• **TO DO**
Please say how many lines below include the word "Loretobrücke", with nothing beyond the number.

• **MATERIAL FOR THIS TASK**
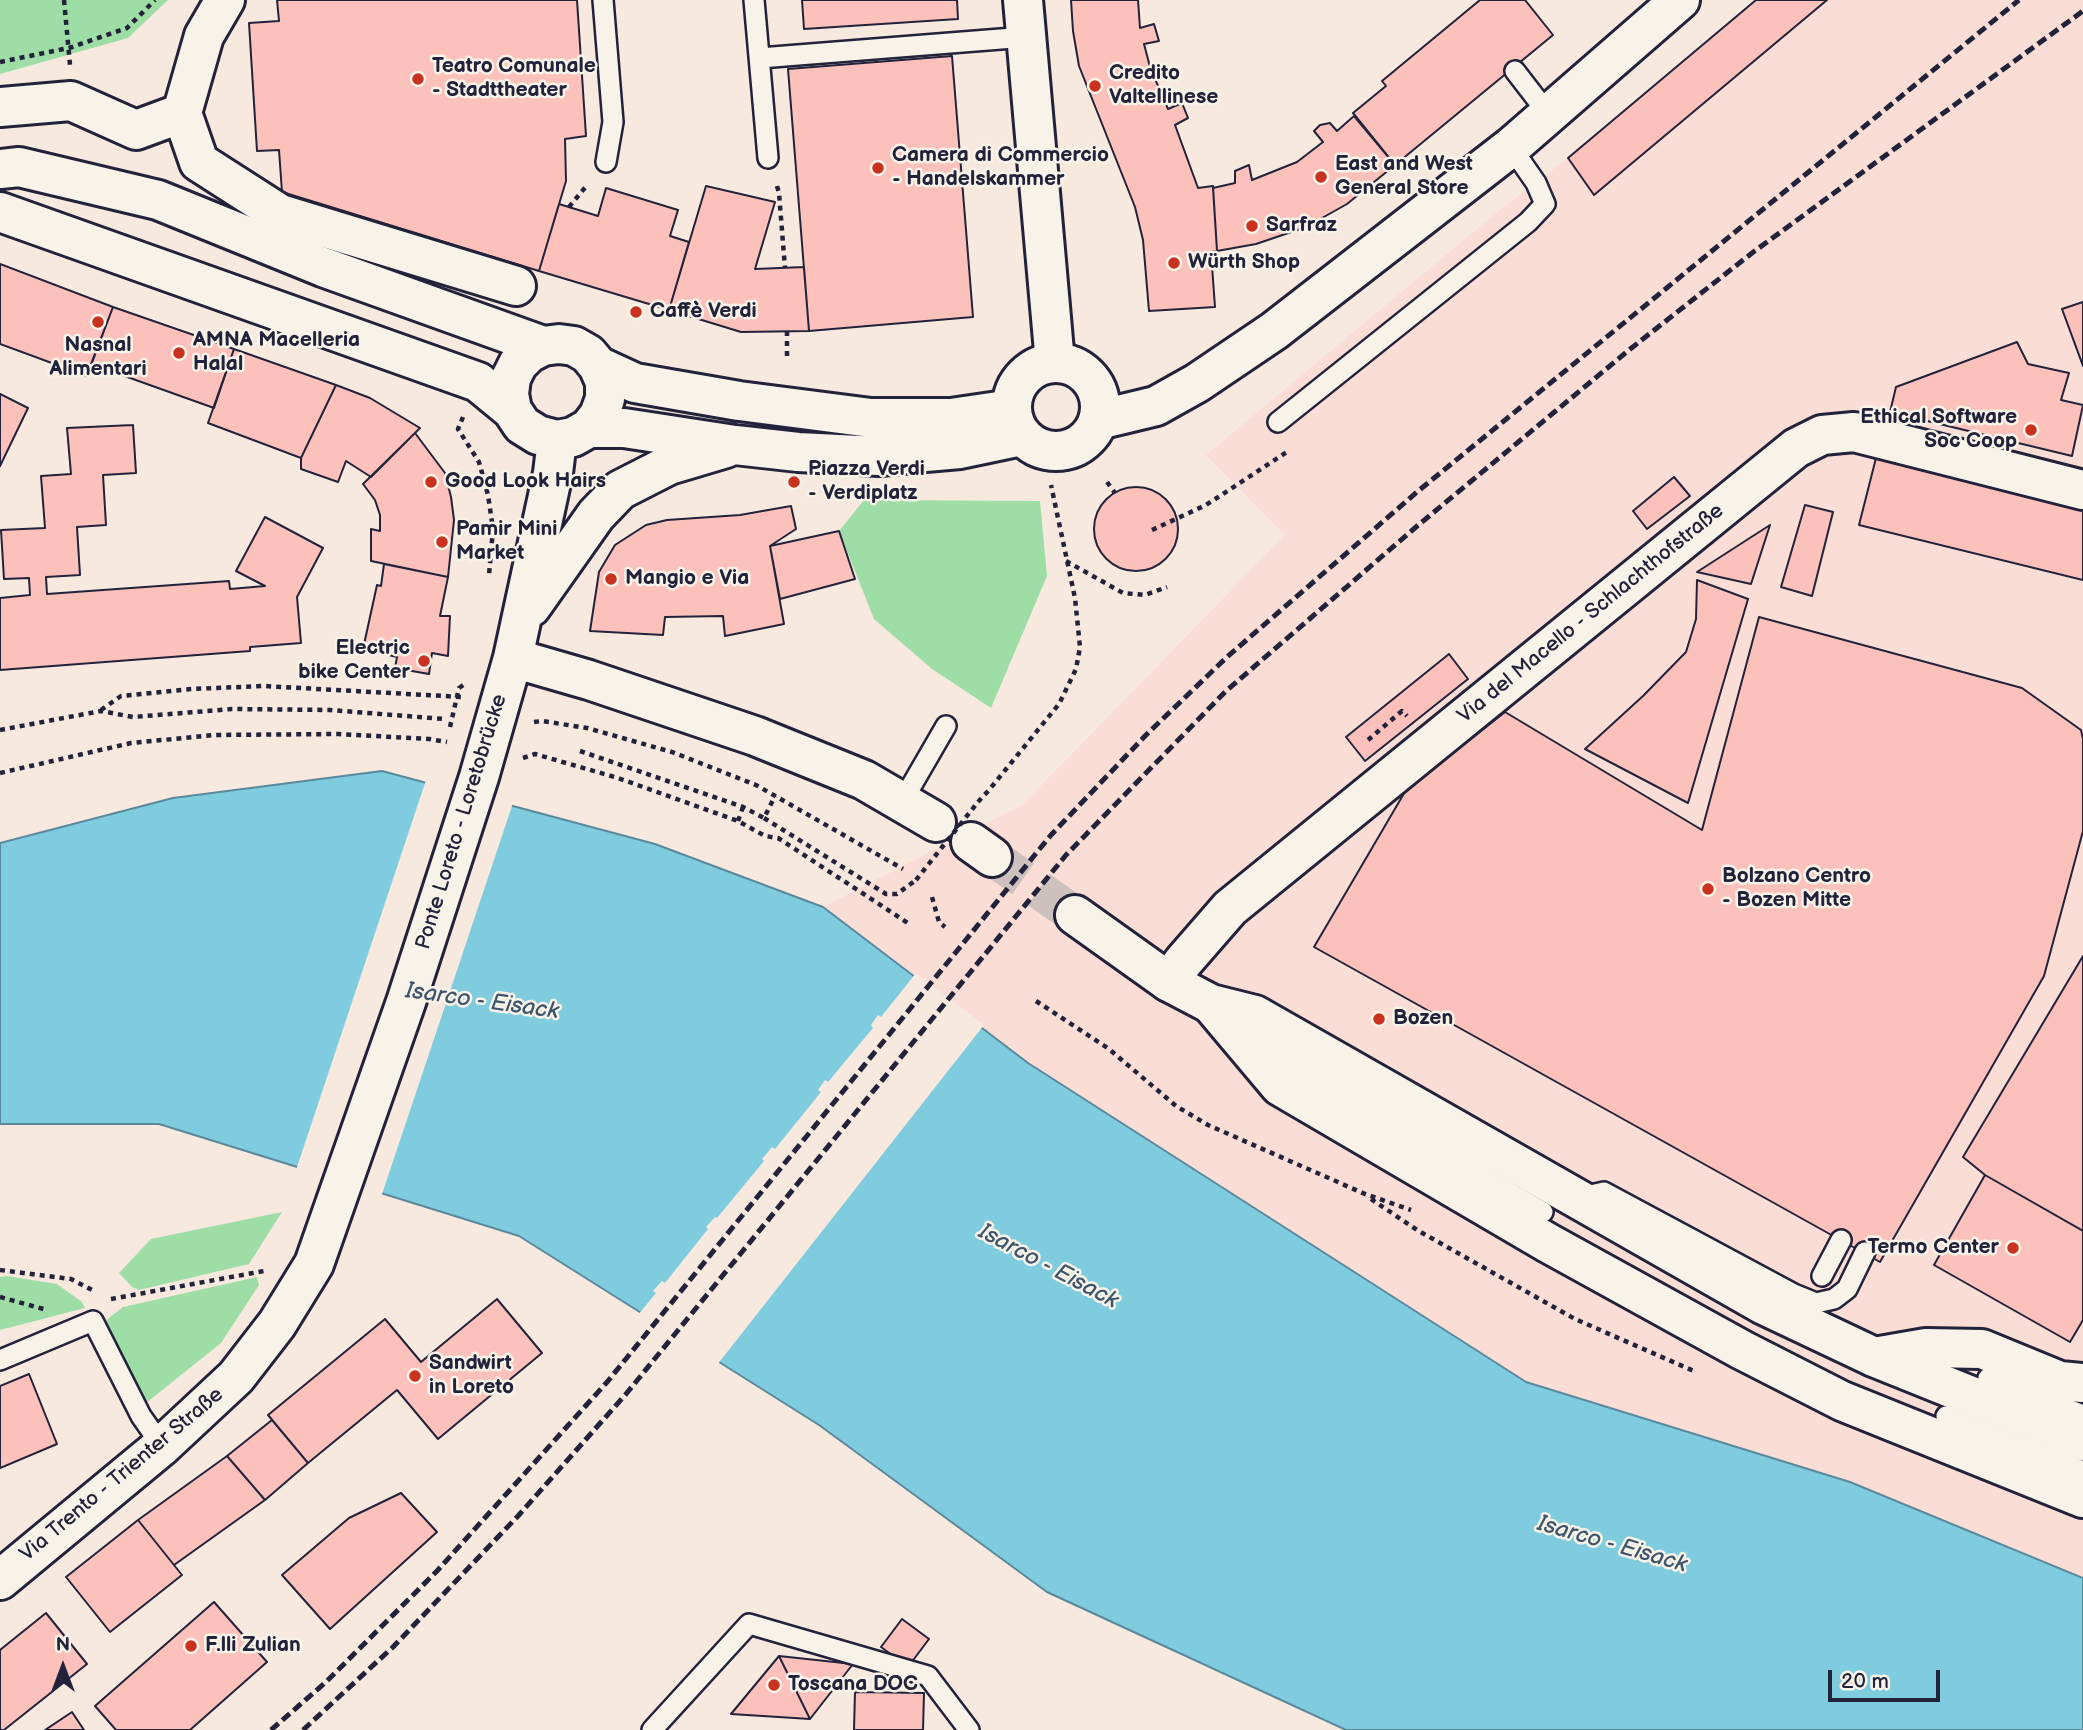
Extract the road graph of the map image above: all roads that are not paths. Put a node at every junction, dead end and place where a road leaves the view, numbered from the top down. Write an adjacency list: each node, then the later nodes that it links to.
1 (225, 0): 9 (street)
2 (603, 0): 13 (lane)
3 (754, 0): 6 (lane)
4 (1680, 0): 10 (street)
5 (1024, 18): 6 (lane); 18 (street)
6 (760, 58): 12 (lane)
7 (1515, 71): 10 (lane)
8 (0, 107): 9 (street)
9 (182, 113): 16 (street)
10 (1549, 115): 11 (street)
11 (1511, 146): 21 (street); 22 (lane)
12 (768, 158)
13 (606, 162)
14 (0, 169): 17 (street)
15 (0, 212): 20 (street)
16 (516, 286)
17 (543, 346): 19 (street); 20 (street)
18 (1055, 363): 21 (street); 23 (street)
19 (598, 366): 23 (street); 24 (street)
20 (512, 410): 24 (street)
21 (1098, 419): 23 (street)
22 (1278, 422)
23 (1017, 423): 25 (street)
24 (573, 434): 25 (street); 27 (street, Ponte Loreto - Loretobrücke)
25 (735, 445): 27 (street)
26 (2083, 489): 33 (street, Via del Macello - Schlachthofstraße)
27 (522, 621): 28 (street, Ponte Loreto - Loretobrücke)
28 (513, 658): 30 (street); 38 (street, Ponte Loreto - Loretobrücke)
29 (946, 726): 30 (lane)
30 (902, 802): 31 (street)
31 (936, 822)
32 (1075, 915): 33 (street)
33 (1169, 982): 34 (street)
34 (1223, 1018): 35 (street); 49 (street)
35 (1559, 1205): 37 (lane); 40 (street)
36 (1841, 1240): 39 (lane)
37 (1865, 1252)
38 (314, 1264): 47 (street, Via Trento - Trienter Straße)
39 (1822, 1276)
40 (1874, 1357): 43 (street); 46 (street)
41 (0, 1360): 47 (lane)
42 (1988, 1378): 44 (lane)
43 (2083, 1383)
44 (2083, 1415)
45 (1946, 1416): 48 (lane)
46 (2083, 1441)
47 (162, 1446): 50 (street, Via Trento - Trienter Straße)
48 (2083, 1471)
49 (2083, 1498)
50 (0, 1580)
51 (652, 1730): 52 (lane)
52 (969, 1730)

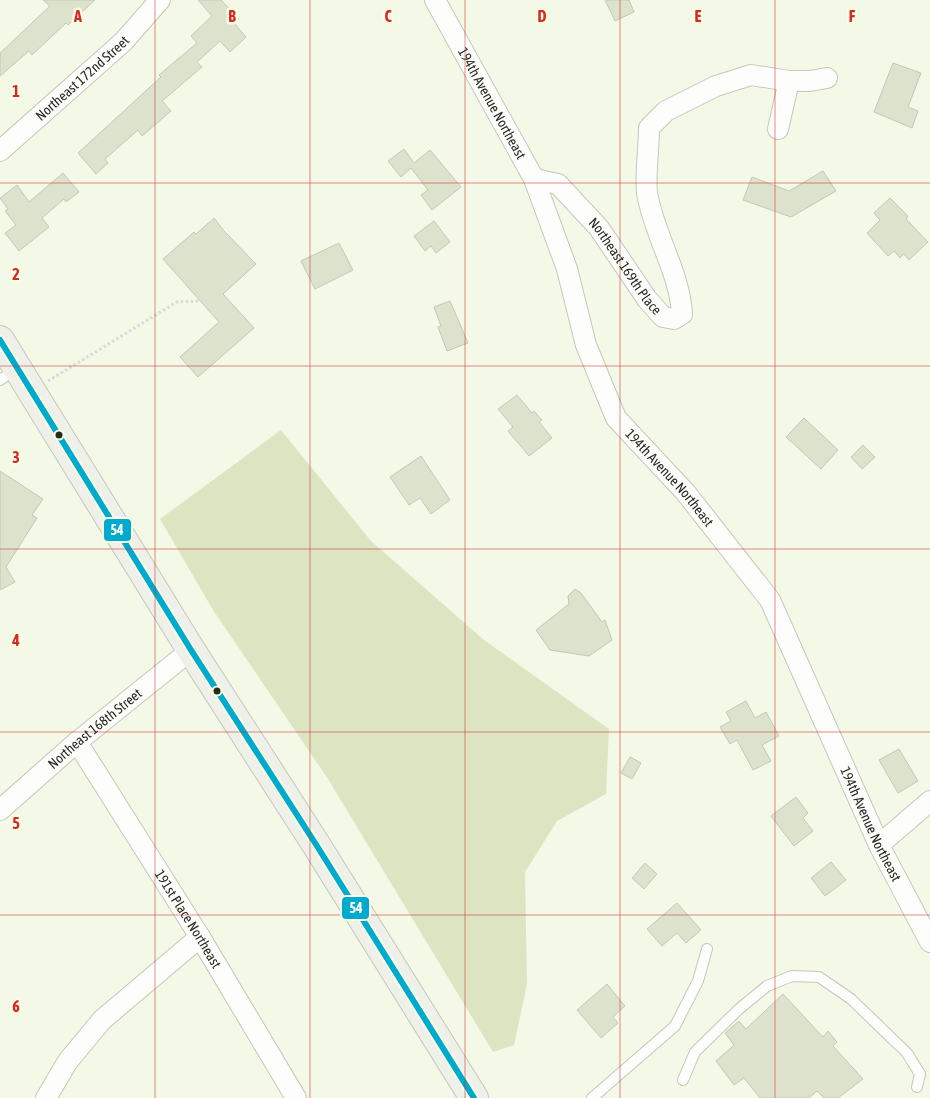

• **EXPECTED ANSWER**
3